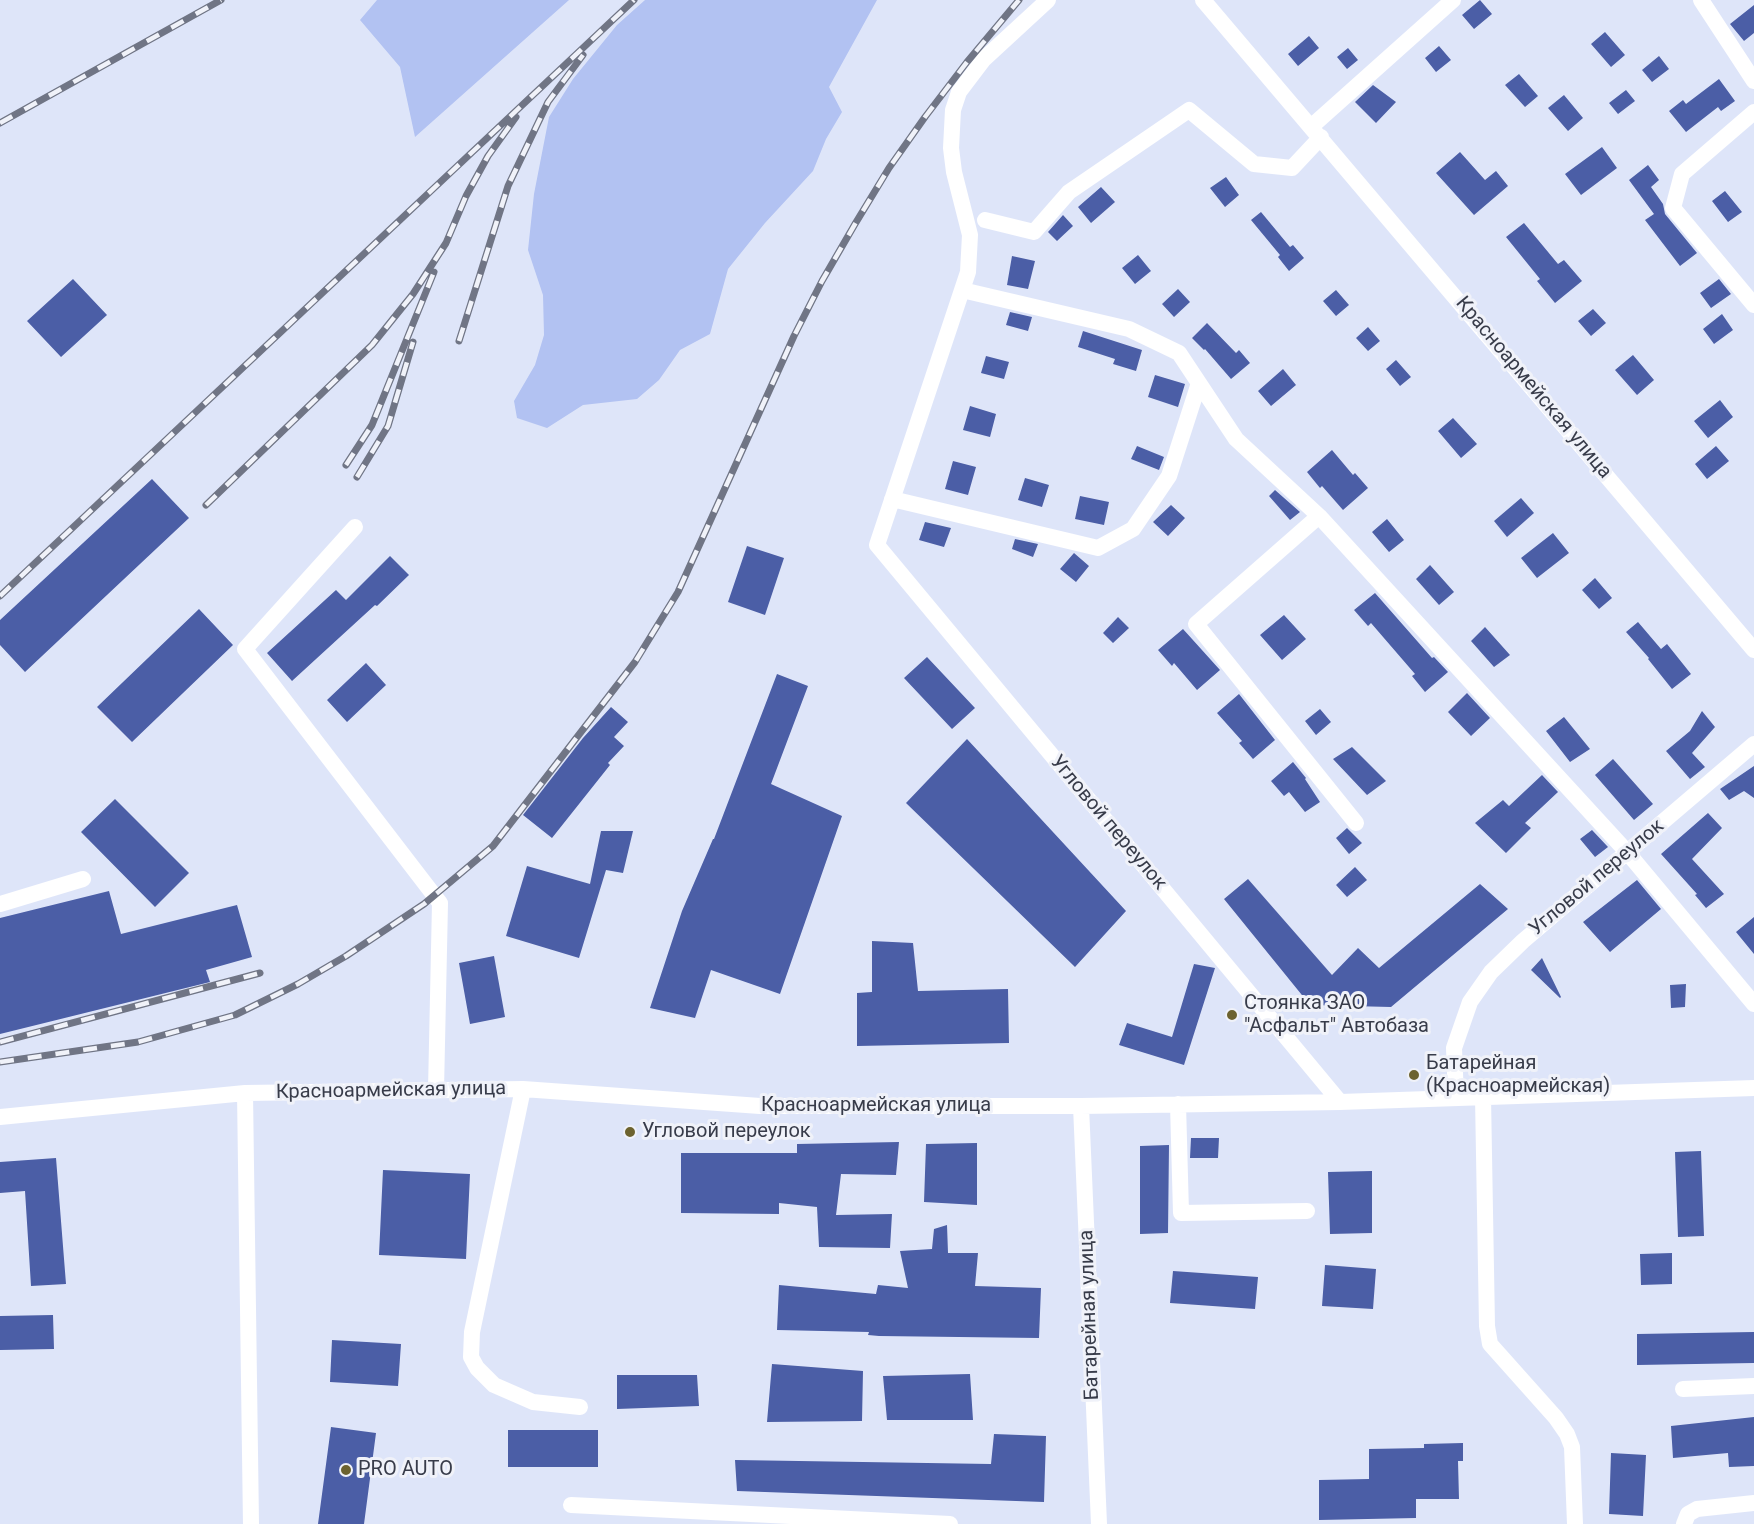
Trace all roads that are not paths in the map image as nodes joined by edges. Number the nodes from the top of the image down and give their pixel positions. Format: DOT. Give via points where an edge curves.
graph roads {
  1 [pos="1048,0"];
  2 [pos="1203,0"];
  3 [pos="1453,0"];
  4 [pos="1701,0"];
  5 [pos="1754,81"];
  6 [pos="1754,112"];
  7 [pos="1316,131"];
  8 [pos="985,220"];
  9 [pos="962,290"];
  10 [pos="1754,305"];
  11 [pos="1198,383"];
  12 [pos="892,499"];
  13 [pos="1319,516"];
  14 [pos="355,526"];
  15 [pos="1754,650"];
  16 [pos="1754,744"];
  17 [pos="1356,823"];
  18 [pos="1627,852"];
  19 [pos="83,879"];
  20 [pos="0,904"];
  21 [pos="1754,1004"];
  22 [pos="1754,1088"];
  23 [pos="523,1089"];
  24 [pos="436,1090"];
  25 [pos="245,1093"];
  26 [pos="1483,1097"];
  27 [pos="1456,1098"];
  28 [pos="1340,1102"];
  29 [pos="1178,1104"];
  30 [pos="1081,1106"];
  31 [pos="0,1117"];
  32 [pos="1307,1211"];
  33 [pos="1754,1386"];
  34 [pos="1683,1389"];
  35 [pos="579,1407"];
  36 [pos="1754,1503"];
  37 [pos="572,1505"];
  38 [pos="251,1524"];
  39 [pos="950,1524"];
  40 [pos="1099,1524"];
  41 [pos="1575,1524"];
  42 [pos="1684,1524"];
  1 -- 9 [label="street" via="984,58 959,92 953,110 954,172 970,235 968,272"];
  2 -- 7 [label="street, Красноармейская улица"];
  3 -- 7 [label="street"];
  4 -- 5 [label="street"];
  6 -- 10 [label="street" via="1682,174 1673,208"];
  7 -- 8 [label="street" via="1292,168 1254,164 1189,110 1069,192 1034,232"];
  7 -- 15 [label="street, Красноармейская улица"];
  9 -- 11 [label="street" via="1129,329 1179,353"];
  9 -- 12 [label="street"];
  11 -- 12 [label="street" via="1169,476 1133,529 1098,548"];
  11 -- 13 [label="street" via="1236,439"];
  12 -- 28 [label="street, Угловой переулок" via="877,545"];
  13 -- 17 [label="street" via="1196,624"];
  13 -- 18 [label="street"];
  14 -- 24 [label="street" via="245,649 440,903"];
  16 -- 18 [label="street, Угловой переулок"];
  18 -- 21 [label="street"];
  18 -- 27 [label="street, Угловой переулок" via="1523,941 1491,972 1470,1002 1454,1048"];
  19 -- 20 [label="street"];
  22 -- 26 [label="street, Красноармейская улица"];
  23 -- 24 [label="street, Красноармейская улица"];
  23 -- 30 [label="street, Красноармейская улица" via="760,1106"];
  23 -- 35 [label="street" via="472,1332 471,1357 494,1385 533,1402"];
  24 -- 25 [label="street, Красноармейская улица"];
  25 -- 31 [label="street, Красноармейская улица"];
  25 -- 38 [label="street"];
  26 -- 27 [label="street, Красноармейская улица"];
  26 -- 41 [label="street" via="1490,1344 1568,1434"];
  27 -- 28 [label="street, Красноармейская улица"];
  28 -- 29 [label="street, Красноармейская улица"];
  29 -- 30 [label="street, Красноармейская улица"];
  29 -- 32 [label="street" via="1181,1213"];
  30 -- 40 [label="street, Батарейная улица"];
  33 -- 34 [label="street"];
  36 -- 42 [label="street" via="1697,1509 1688,1514"];
  37 -- 39 [label="street"];
}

* Work instruction *
Transcribe the records above exactly, excluding every picture.

* Response area *
Trace all roads that are not paths in the map image as nodes joined by edges. Number the nodes from the top of the image down and give their pixel positions. Format: DOT. Give via points where an edge curves.
graph roads {
  1 [pos="1048,0"];
  2 [pos="1203,0"];
  3 [pos="1453,0"];
  4 [pos="1701,0"];
  5 [pos="1754,81"];
  6 [pos="1754,112"];
  7 [pos="1316,131"];
  8 [pos="985,220"];
  9 [pos="962,290"];
  10 [pos="1754,305"];
  11 [pos="1198,383"];
  12 [pos="892,499"];
  13 [pos="1319,516"];
  14 [pos="355,526"];
  15 [pos="1754,650"];
  16 [pos="1754,744"];
  17 [pos="1356,823"];
  18 [pos="1627,852"];
  19 [pos="83,879"];
  20 [pos="0,904"];
  21 [pos="1754,1004"];
  22 [pos="1754,1088"];
  23 [pos="523,1089"];
  24 [pos="436,1090"];
  25 [pos="245,1093"];
  26 [pos="1483,1097"];
  27 [pos="1456,1098"];
  28 [pos="1340,1102"];
  29 [pos="1178,1104"];
  30 [pos="1081,1106"];
  31 [pos="0,1117"];
  32 [pos="1307,1211"];
  33 [pos="1754,1386"];
  34 [pos="1683,1389"];
  35 [pos="579,1407"];
  36 [pos="1754,1503"];
  37 [pos="572,1505"];
  38 [pos="251,1524"];
  39 [pos="950,1524"];
  40 [pos="1099,1524"];
  41 [pos="1575,1524"];
  42 [pos="1684,1524"];
  1 -- 9 [label="street" via="984,58 959,92 953,110 954,172 970,235 968,272"];
  2 -- 7 [label="street, Красноармейская улица"];
  3 -- 7 [label="street"];
  4 -- 5 [label="street"];
  6 -- 10 [label="street" via="1682,174 1673,208"];
  7 -- 8 [label="street" via="1292,168 1254,164 1189,110 1069,192 1034,232"];
  7 -- 15 [label="street, Красноармейская улица"];
  9 -- 11 [label="street" via="1129,329 1179,353"];
  9 -- 12 [label="street"];
  11 -- 12 [label="street" via="1169,476 1133,529 1098,548"];
  11 -- 13 [label="street" via="1236,439"];
  12 -- 28 [label="street, Угловой переулок" via="877,545"];
  13 -- 17 [label="street" via="1196,624"];
  13 -- 18 [label="street"];
  14 -- 24 [label="street" via="245,649 440,903"];
  16 -- 18 [label="street, Угловой переулок"];
  18 -- 21 [label="street"];
  18 -- 27 [label="street, Угловой переулок" via="1523,941 1491,972 1470,1002 1454,1048"];
  19 -- 20 [label="street"];
  22 -- 26 [label="street, Красноармейская улица"];
  23 -- 24 [label="street, Красноармейская улица"];
  23 -- 30 [label="street, Красноармейская улица" via="760,1106"];
  23 -- 35 [label="street" via="472,1332 471,1357 494,1385 533,1402"];
  24 -- 25 [label="street, Красноармейская улица"];
  25 -- 31 [label="street, Красноармейская улица"];
  25 -- 38 [label="street"];
  26 -- 27 [label="street, Красноармейская улица"];
  26 -- 41 [label="street" via="1490,1344 1568,1434"];
  27 -- 28 [label="street, Красноармейская улица"];
  28 -- 29 [label="street, Красноармейская улица"];
  29 -- 30 [label="street, Красноармейская улица"];
  29 -- 32 [label="street" via="1181,1213"];
  30 -- 40 [label="street, Батарейная улица"];
  33 -- 34 [label="street"];
  36 -- 42 [label="street" via="1697,1509 1688,1514"];
  37 -- 39 [label="street"];
}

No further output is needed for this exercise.